A number of EVs and PHEVs are available in U.S. markets now, and many more are expected to arrive over the next several years. The prices below are vehicle list price and don’t take into account the federal tax credit of $7,500.
- General Motors introduced the Chevy Volt in December 2010 in CA, CT, MI, NJ, NY, TX, and DC, and plans to make them available nationwide by the end of 2011. This four-seater PHEV offers 35 miles of all electric range (up to 340 additional miles on gas generator thereafter) and costs roughly $40,000.
- Fisker Automotive began a small quantity production of the 2011 Fisker Karma in mid-2010 and will expand to mass production in February 2011. This four-seater luxury PHEV offers 50 miles of all electric range (up to 250 additional miles on gas generator thereafter) and costs $80,000.
- In 2012, Toyota will offer its Prius line of vehicles as a plug-in hybrid. The all-electric range for Prius PHEVs will likely be limited to about 13 miles but the vehicle will have an overall fuel economy of 134 miles per gallon. The cost of the PHEV Prius is expected to be roughly $28,000.
- In 2012, Ford plans to introduce the Ford Escape plug-in hybrid electric vehicles. The five-seater Ford Escape PHEV will offer 30 miles of all-electric range, and the price has not yet been determined.
- The Nissan Leaf is currently available in AZ, CA, HA, TX, TN, WA, and OR. Nationwide ordering will being in 2012. The EV will seat five, have a range of 100 miles, and cost $32,780.
- The Ford Focus EV will be available in late 2011 in nineteen markets. This car will seat four people and have a range of about 100 miles. The base price will be $30,000.
- The Coda Automotive Coda is now available by reservation in California. Starting at $44,900, the Coda is a functional, family-style sedan with a range of 90-120 miles per charge.
- Mitsubishi began delivering the all-electric iMiev to Japanese customers in 2009 and has begun testing the vehicle in the United States. This four-seater EV has a range of 80-100 miles and is expected to cost around $30,000 when released in the US in early 2012.
- Norwegian company Think City is building two- and four-seater urban commuter cars at a plant in Indiana – expected availability late 2011. It has a range of 100 miles per charge.
- Over 1,000 Tesla Roadsters are already in the hands of American drivers. The two-seater EV has a 245-mile range and costs upward of $100,000. The Tesla Model S, a five-seater EV currently in development, will have a range of 300 miles. At a base price is $56,500, it will be released in 2012.
- The Renault Fluence ZE will have a battery that can be exchanged at a public battery switching station if the user cannot recharge at home. This EV is a family sized sedan that will offer a range of about 100 miles. It will sell in Europe beginning in mid-2011 at a base price of €21,300.
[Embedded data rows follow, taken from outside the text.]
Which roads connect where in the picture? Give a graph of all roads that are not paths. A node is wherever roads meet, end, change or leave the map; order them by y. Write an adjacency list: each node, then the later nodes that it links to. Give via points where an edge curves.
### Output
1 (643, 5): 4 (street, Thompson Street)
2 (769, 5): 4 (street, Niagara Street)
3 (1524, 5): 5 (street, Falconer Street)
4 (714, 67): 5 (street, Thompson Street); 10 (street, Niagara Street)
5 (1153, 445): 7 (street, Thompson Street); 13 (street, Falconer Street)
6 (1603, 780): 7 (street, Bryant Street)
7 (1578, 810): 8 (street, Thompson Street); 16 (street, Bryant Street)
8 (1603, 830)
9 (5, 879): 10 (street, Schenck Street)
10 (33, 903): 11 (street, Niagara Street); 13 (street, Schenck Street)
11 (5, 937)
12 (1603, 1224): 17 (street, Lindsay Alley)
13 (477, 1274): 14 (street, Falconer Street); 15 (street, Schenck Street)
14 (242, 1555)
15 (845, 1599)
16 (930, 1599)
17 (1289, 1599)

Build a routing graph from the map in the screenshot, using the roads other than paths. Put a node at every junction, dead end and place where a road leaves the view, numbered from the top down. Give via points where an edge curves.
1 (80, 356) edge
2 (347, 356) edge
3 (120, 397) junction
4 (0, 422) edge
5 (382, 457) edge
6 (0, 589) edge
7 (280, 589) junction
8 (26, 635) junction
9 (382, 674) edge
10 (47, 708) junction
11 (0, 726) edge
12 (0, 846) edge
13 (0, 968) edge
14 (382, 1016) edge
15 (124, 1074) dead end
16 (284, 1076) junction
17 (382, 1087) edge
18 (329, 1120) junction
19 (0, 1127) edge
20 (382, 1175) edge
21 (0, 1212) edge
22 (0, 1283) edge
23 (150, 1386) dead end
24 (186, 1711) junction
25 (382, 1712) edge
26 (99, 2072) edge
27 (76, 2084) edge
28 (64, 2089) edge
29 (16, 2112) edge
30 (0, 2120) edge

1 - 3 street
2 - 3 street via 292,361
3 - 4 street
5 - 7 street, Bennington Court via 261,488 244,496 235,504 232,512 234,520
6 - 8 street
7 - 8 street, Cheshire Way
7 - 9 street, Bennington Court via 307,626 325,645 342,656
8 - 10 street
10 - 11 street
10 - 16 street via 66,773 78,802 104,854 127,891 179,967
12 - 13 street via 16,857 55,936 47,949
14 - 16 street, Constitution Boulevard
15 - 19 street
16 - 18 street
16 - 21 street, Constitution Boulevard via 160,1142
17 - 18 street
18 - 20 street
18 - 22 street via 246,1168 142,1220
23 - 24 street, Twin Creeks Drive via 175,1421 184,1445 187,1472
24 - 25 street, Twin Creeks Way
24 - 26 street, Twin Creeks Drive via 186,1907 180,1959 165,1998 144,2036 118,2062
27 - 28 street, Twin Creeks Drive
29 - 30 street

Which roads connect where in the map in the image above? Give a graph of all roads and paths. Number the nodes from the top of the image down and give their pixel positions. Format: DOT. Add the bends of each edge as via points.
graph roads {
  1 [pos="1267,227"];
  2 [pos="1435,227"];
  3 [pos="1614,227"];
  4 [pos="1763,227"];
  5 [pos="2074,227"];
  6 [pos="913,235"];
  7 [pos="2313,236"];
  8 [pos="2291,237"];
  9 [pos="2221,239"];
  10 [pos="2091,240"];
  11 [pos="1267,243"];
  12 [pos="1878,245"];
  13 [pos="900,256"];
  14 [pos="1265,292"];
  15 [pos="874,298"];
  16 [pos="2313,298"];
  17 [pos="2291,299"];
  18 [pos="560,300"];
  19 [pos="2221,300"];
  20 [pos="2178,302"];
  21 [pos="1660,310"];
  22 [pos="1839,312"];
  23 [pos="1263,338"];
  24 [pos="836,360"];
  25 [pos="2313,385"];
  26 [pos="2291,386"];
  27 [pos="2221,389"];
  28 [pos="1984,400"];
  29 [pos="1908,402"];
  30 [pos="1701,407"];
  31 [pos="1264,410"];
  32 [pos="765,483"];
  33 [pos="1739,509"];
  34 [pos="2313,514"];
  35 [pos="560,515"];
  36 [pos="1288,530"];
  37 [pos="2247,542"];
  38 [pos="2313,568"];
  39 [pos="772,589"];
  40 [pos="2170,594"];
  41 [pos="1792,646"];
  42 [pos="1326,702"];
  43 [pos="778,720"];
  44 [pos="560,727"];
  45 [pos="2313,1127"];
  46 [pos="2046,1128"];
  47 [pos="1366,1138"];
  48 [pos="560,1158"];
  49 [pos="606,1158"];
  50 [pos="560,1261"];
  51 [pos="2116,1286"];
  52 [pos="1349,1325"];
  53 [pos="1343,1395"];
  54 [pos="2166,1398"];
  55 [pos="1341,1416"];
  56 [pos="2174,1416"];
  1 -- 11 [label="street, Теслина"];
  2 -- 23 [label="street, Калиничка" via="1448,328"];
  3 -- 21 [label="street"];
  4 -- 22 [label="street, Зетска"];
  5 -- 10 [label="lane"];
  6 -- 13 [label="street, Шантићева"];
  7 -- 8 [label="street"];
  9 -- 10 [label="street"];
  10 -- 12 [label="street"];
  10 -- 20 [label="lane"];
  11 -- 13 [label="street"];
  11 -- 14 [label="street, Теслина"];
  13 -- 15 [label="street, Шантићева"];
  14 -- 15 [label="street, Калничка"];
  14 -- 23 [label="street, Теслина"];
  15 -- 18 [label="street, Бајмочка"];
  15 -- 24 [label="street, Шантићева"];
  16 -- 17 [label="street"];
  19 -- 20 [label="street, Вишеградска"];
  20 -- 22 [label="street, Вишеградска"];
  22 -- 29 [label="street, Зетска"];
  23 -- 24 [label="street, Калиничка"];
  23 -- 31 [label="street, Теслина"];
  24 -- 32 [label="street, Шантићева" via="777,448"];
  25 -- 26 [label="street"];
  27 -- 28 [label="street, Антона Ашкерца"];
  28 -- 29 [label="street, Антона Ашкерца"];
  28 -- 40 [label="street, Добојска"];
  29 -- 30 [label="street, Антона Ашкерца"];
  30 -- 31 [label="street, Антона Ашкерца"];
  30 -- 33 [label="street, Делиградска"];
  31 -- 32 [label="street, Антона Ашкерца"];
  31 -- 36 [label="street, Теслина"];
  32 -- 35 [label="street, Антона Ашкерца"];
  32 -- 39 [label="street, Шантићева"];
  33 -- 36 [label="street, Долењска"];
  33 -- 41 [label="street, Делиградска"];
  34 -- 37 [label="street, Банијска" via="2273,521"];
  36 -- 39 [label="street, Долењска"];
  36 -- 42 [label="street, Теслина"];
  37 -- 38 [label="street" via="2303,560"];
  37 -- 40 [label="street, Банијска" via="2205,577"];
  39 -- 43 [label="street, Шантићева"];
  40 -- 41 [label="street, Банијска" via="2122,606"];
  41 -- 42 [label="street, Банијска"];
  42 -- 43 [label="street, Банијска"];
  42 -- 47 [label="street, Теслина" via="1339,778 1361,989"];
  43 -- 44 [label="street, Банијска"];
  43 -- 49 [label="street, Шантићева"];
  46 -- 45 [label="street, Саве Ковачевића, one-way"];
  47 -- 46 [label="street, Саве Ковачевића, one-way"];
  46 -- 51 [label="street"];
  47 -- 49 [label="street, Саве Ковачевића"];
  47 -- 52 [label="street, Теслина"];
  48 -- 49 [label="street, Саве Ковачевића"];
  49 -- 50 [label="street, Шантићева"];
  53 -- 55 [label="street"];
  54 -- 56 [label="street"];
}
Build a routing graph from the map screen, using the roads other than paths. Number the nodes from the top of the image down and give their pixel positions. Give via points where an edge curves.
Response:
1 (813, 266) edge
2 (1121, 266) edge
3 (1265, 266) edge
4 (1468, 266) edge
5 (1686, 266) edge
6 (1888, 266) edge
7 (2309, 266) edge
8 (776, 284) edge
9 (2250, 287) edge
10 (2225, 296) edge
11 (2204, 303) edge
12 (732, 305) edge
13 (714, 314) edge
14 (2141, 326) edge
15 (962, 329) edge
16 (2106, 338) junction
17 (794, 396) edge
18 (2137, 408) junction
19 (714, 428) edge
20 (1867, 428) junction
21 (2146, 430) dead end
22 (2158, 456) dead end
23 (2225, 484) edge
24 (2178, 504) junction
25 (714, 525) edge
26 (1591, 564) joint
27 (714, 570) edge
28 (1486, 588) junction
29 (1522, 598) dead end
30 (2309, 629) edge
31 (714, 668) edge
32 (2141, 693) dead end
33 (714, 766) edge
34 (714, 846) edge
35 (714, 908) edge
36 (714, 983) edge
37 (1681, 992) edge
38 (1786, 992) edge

To make these cars more affordable, a US federal tax credit of up to $7,500 is available to consumers who purchase plug-in hybrid and electric vehicles.
For more information about these and other cars under development, read Wired Magazine’s EV Road Test article at http://www.wired.com/magazine/2010/09/ff_electriccars/ or check out www.plugincars.com.
Conventional Hybrid Electric Vehicles combine a conventional gasoline-powered internal combustion engine with an electric propulsion system. When you apply brakes while driving, the friction is converted into electricity that can power the car’s battery or electric drive motor. Conventional hybrids substantially improve the fuel economy of regular gasoline-powered vehicles.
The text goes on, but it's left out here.